Methods for Analyzing Hospital Length of Stay with Application to Inpatients Dying in Southern Thailand


  •  Apiradee Lim    
  •  Phattrawan Tongkumchum    

Abstract

This study investigated length of stay (LOS) for patients who died in hospital in Southern Thailand from 2000 to 2003
with respect to principal diagnosis and demographic, geographic and hospital size factors. The computerized data of
40,498 mortality cases were obtained from the Ministry of Public Health from 167 hospitals in 14 provinces of Southern
Thailand between October 2000 and September 2003 with information on age, gender, principal diagnosis, province and
hospital size. Logistic and linear regression with log-transformed LOS was used to analyze the data. Patients with
injuries as principal diagnosis had shortest LOS, whereas cancer patients had the longest LOS. Older patients,
particularly females, had higher LOS for all diagnoses.
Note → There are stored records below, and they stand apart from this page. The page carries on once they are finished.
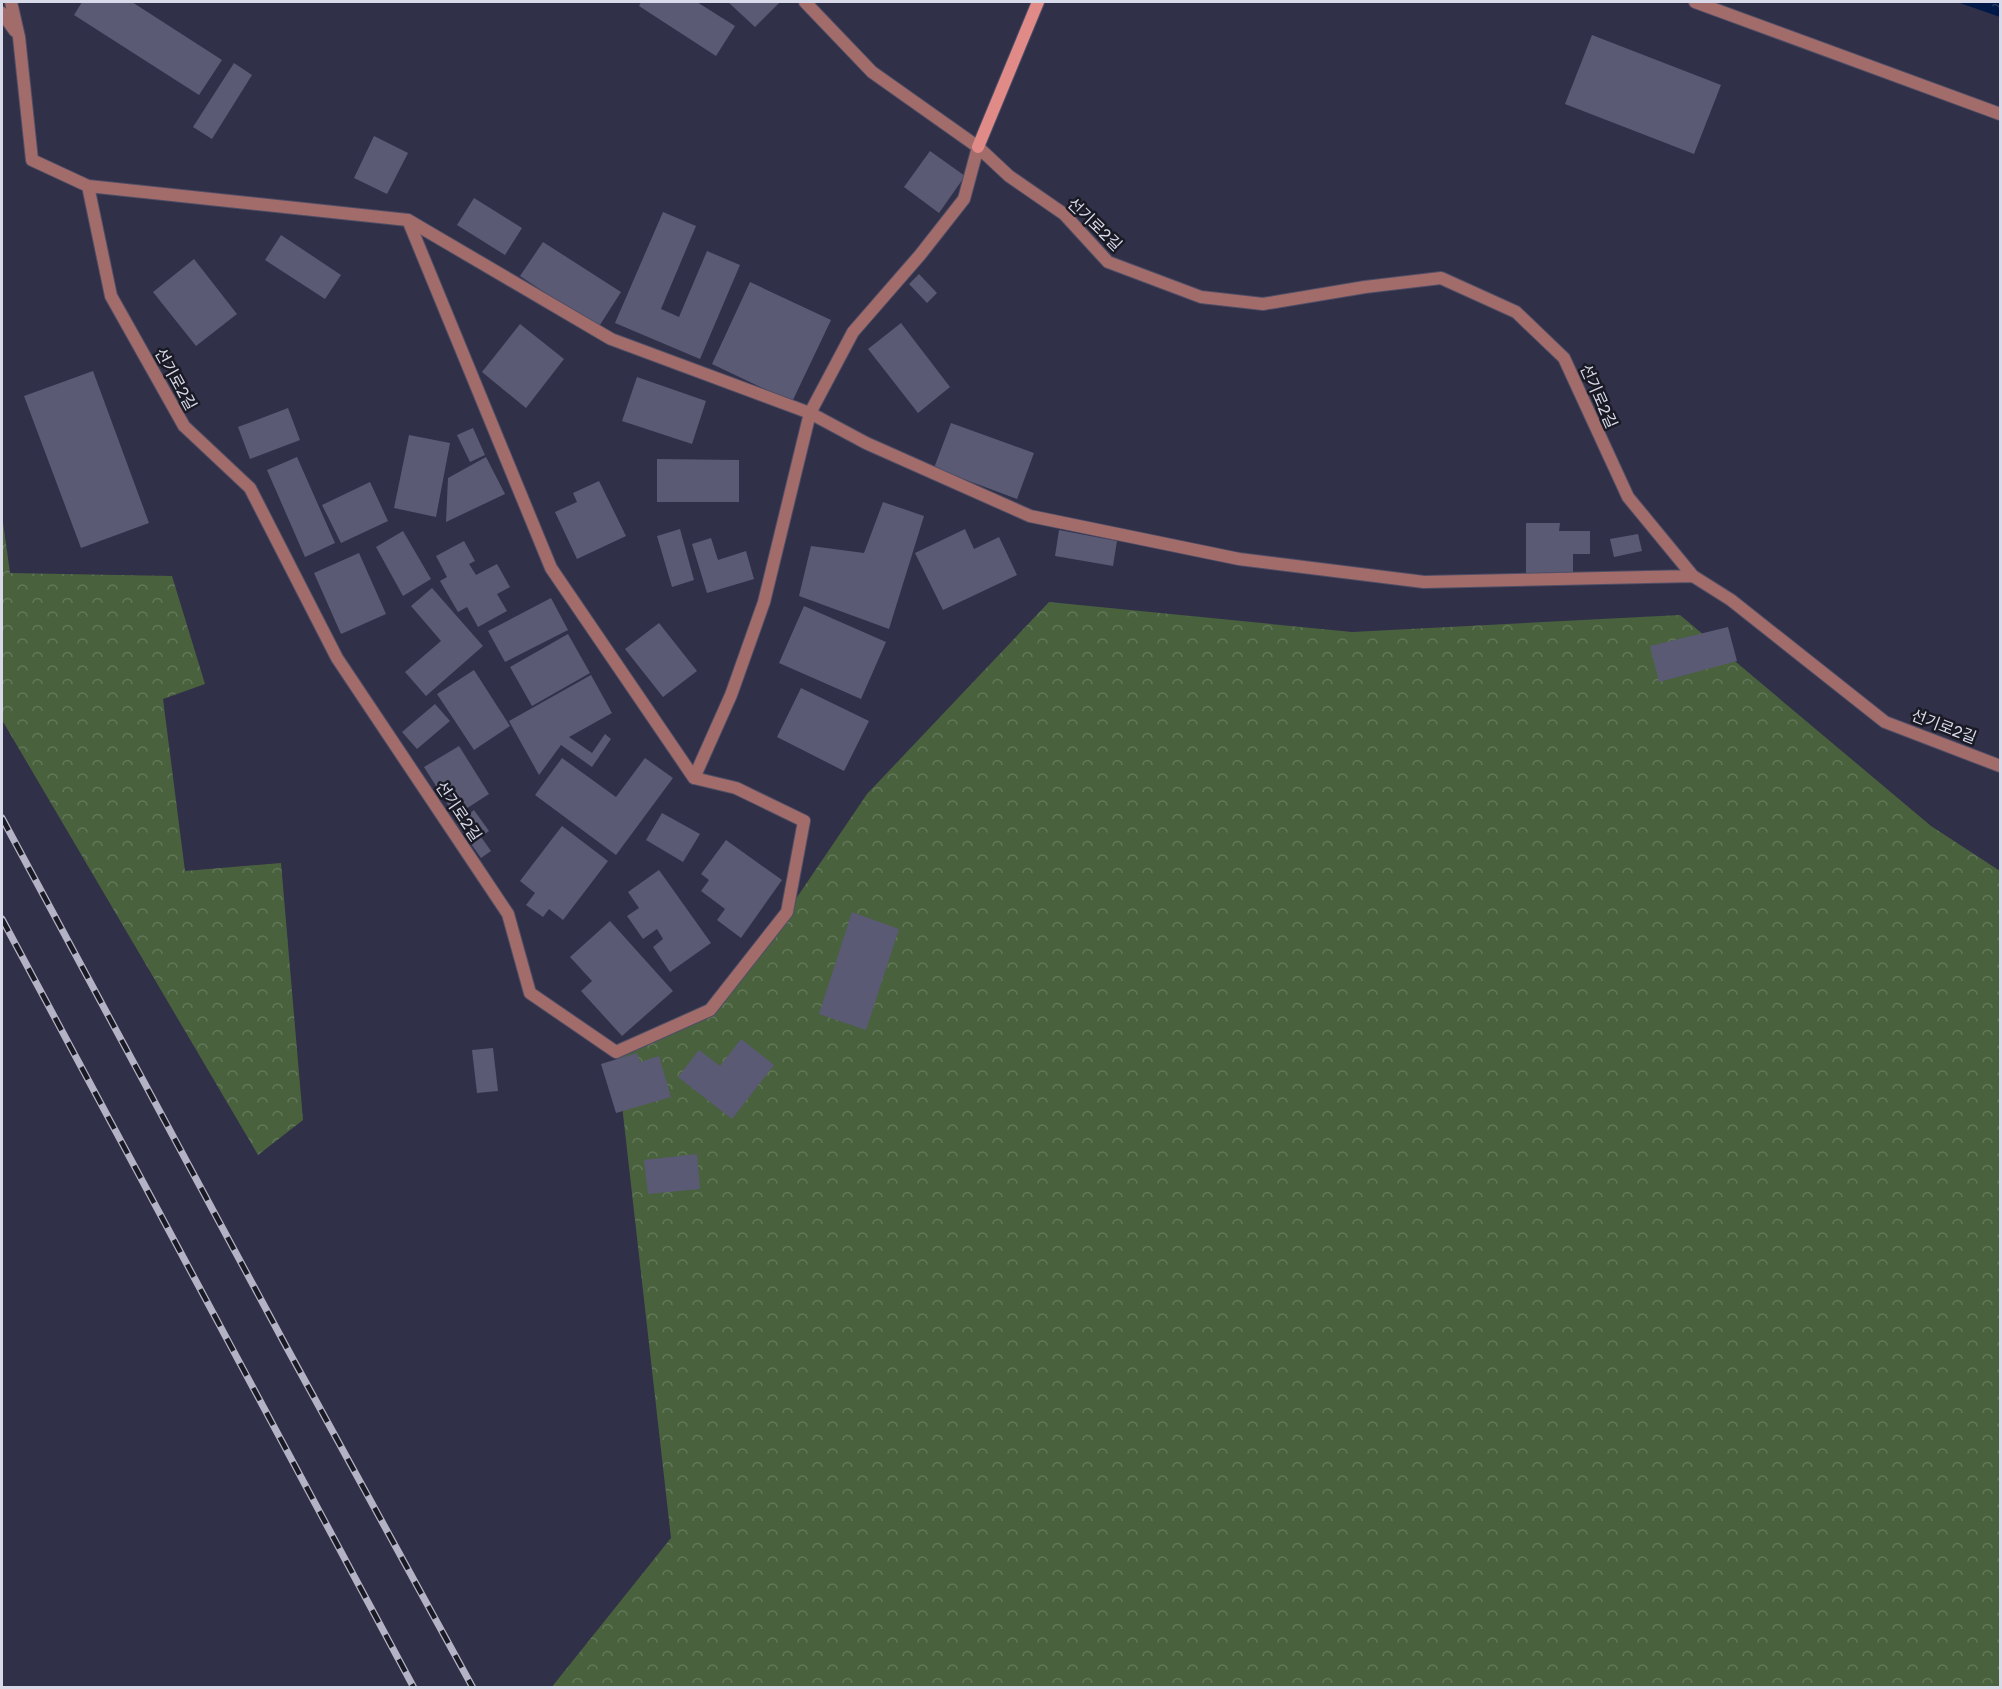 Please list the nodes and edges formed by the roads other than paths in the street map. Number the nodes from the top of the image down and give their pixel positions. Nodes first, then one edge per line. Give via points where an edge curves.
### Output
1 (11, 2) edge
2 (805, 2) edge
3 (1038, 2) edge
4 (1695, 2) edge
5 (2, 13) edge
6 (19, 37) junction
7 (2001, 114) edge
8 (978, 147) junction
9 (88, 186) junction
10 (408, 220) junction
11 (810, 413) junction
12 (1693, 576) junction
13 (2001, 766) edge
14 (694, 778) junction

1 - 6 street
2 - 8 street, 선기로2길 via 872,72
3 - 8 street
4 - 7 street
5 - 6 street
6 - 9 street via 32,160
8 - 11 street via 964,199 852,332
8 - 12 street, 선기로2길 via 1009,176 1064,214 1108,262 1201,297 1263,304 1441,278 1516,312 1564,358 1628,497
9 - 10 street
9 - 14 street, 선기로2길 via 111,296 184,426 250,488 337,658 508,914 530,993 616,1052 711,1010 787,912 804,821 736,788
10 - 11 street via 611,339
10 - 14 street via 551,568
11 - 12 street via 866,443 1030,516 1239,559 1424,582
11 - 14 street via 764,602 731,695
12 - 13 street, 선기로2길 via 1731,600 1885,722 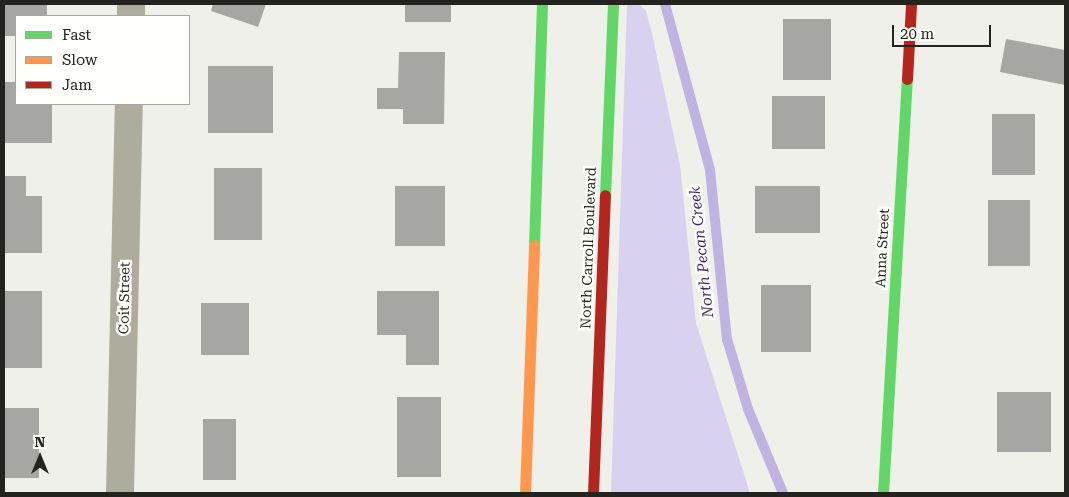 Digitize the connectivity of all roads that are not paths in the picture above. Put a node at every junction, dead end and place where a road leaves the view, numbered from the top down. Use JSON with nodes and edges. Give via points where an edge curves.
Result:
{"nodes":[{"id":1,"x":542,"y":4,"type":"edge"},
{"id":2,"x":613,"y":4,"type":"edge"},
{"id":3,"x":911,"y":4,"type":"edge"},
{"id":4,"x":129,"y":105,"type":"edge"},
{"id":5,"x":120,"y":493,"type":"edge"},
{"id":6,"x":525,"y":493,"type":"edge"},
{"id":7,"x":593,"y":493,"type":"edge"},
{"id":8,"x":883,"y":493,"type":"edge"}],
"edges":[{"from":1,"to":6,"type":"main road"},
{"from":2,"to":7,"type":"main road","name":"North Carroll Boulevard"},
{"from":3,"to":8,"type":"main road","name":"Anna Street"},
{"from":4,"to":5,"type":"street","name":"Coit Street"}]} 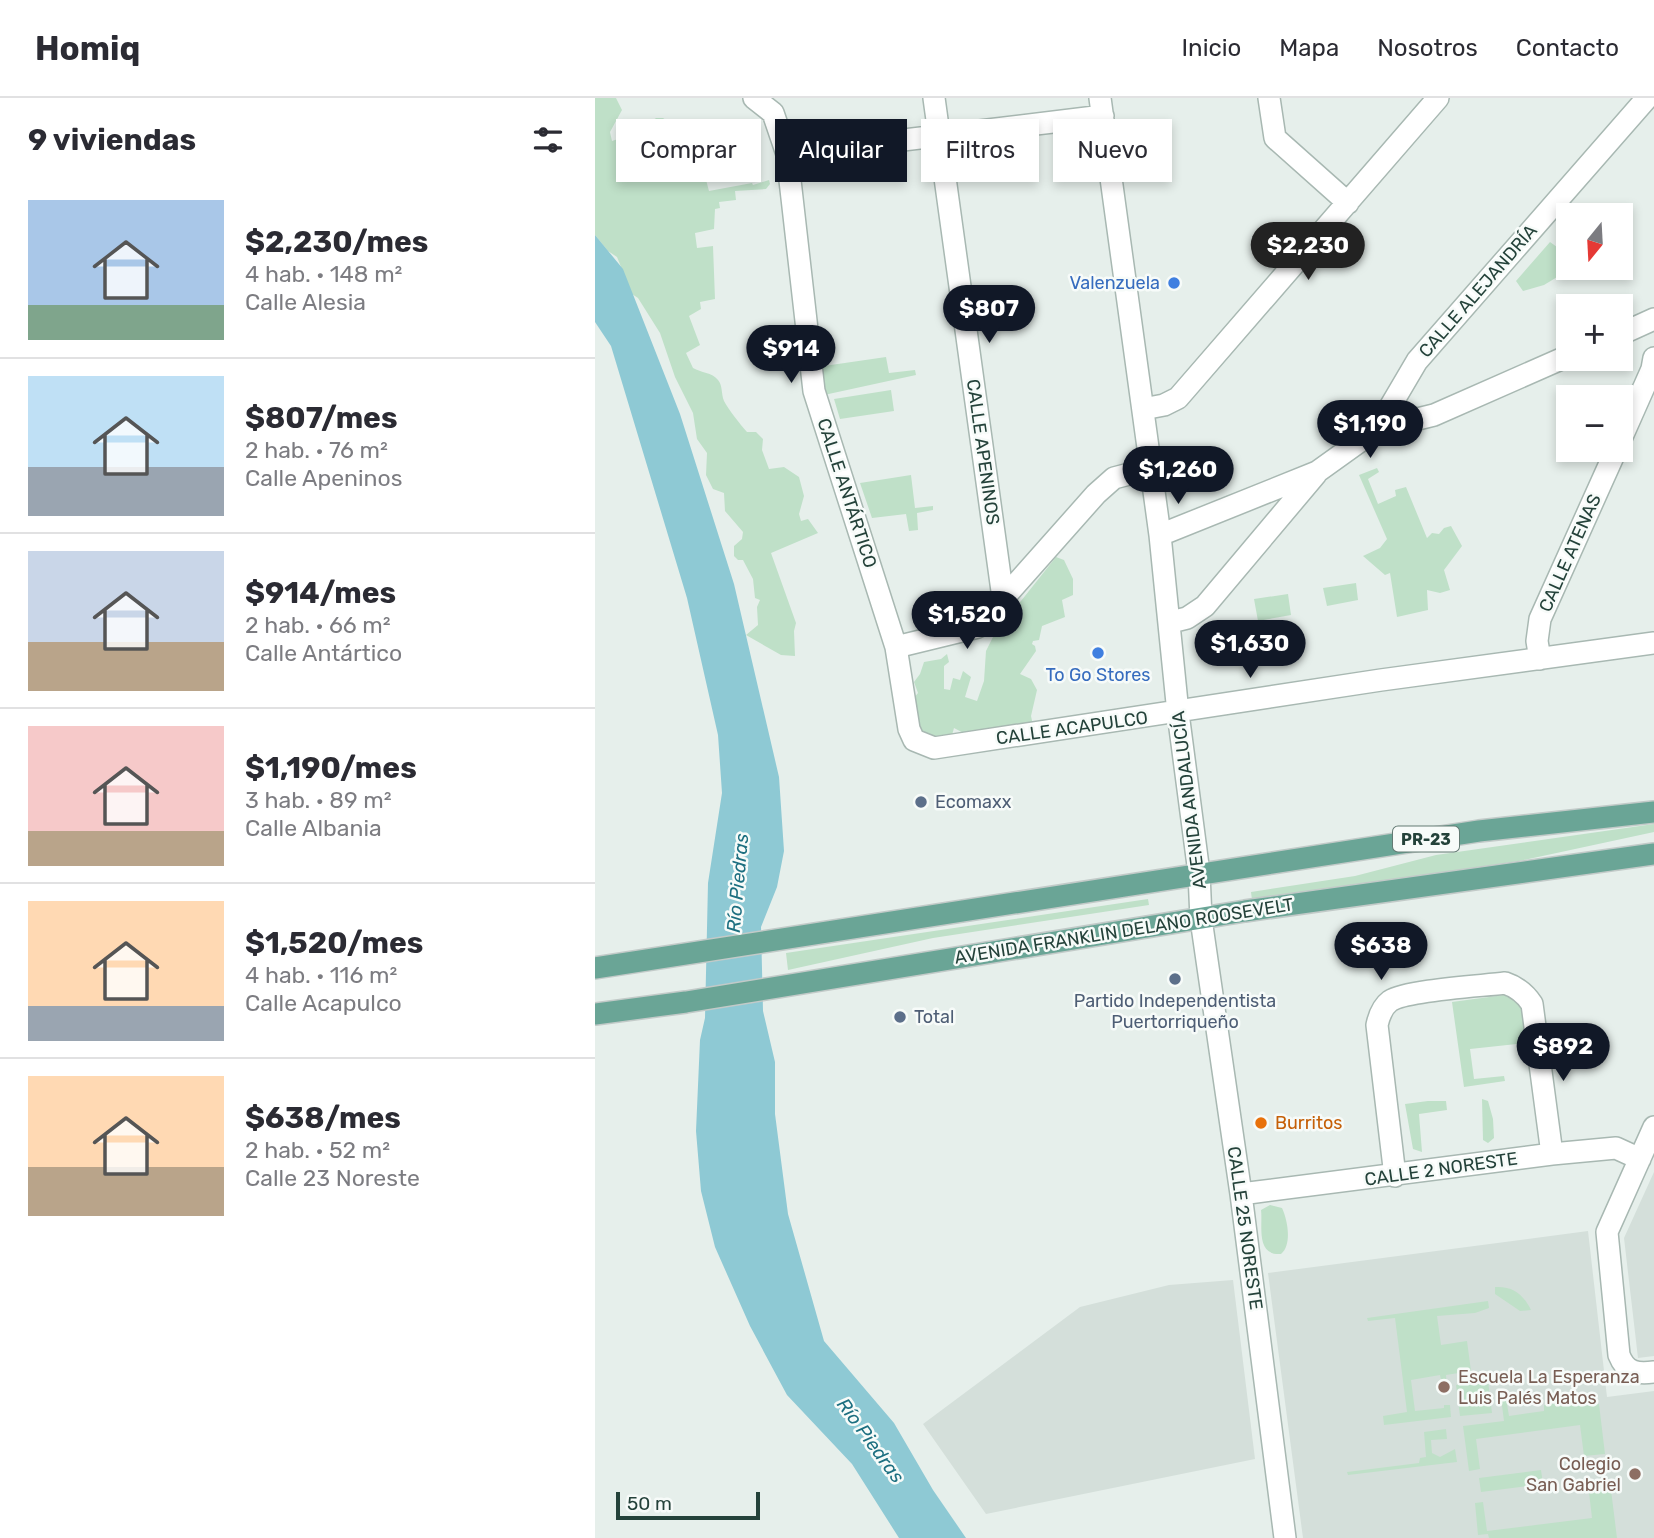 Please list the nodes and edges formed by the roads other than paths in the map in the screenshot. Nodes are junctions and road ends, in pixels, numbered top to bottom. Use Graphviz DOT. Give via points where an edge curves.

LOS increased with hospital size except in the North and North
West. Small hospitals in the South West region had the lowest LOS whereas large hospitals in the North West had the
highest. The highest proportion of bed days (11.2%) occurred in males aged less than 60 diagnosed with infectious
diseases. Males aged less than 60 diagnosed with injuries and digestive diseases, and aged at least 60 diagnosed with
COPD, and aged less than 60 diagnosed with infectious diseases, accounted for more than double those for female
patients in the same disease groups. Both logistic regressions with LOS at least 1 week as the outcome and linear
regression on appropriately log transformed LOS gave consistent results. Providing suitable palliative care or allowing
patients to select the place for spending their final time of life, especially for patients with chronic diseases, which can
reduce hospital resource utilization.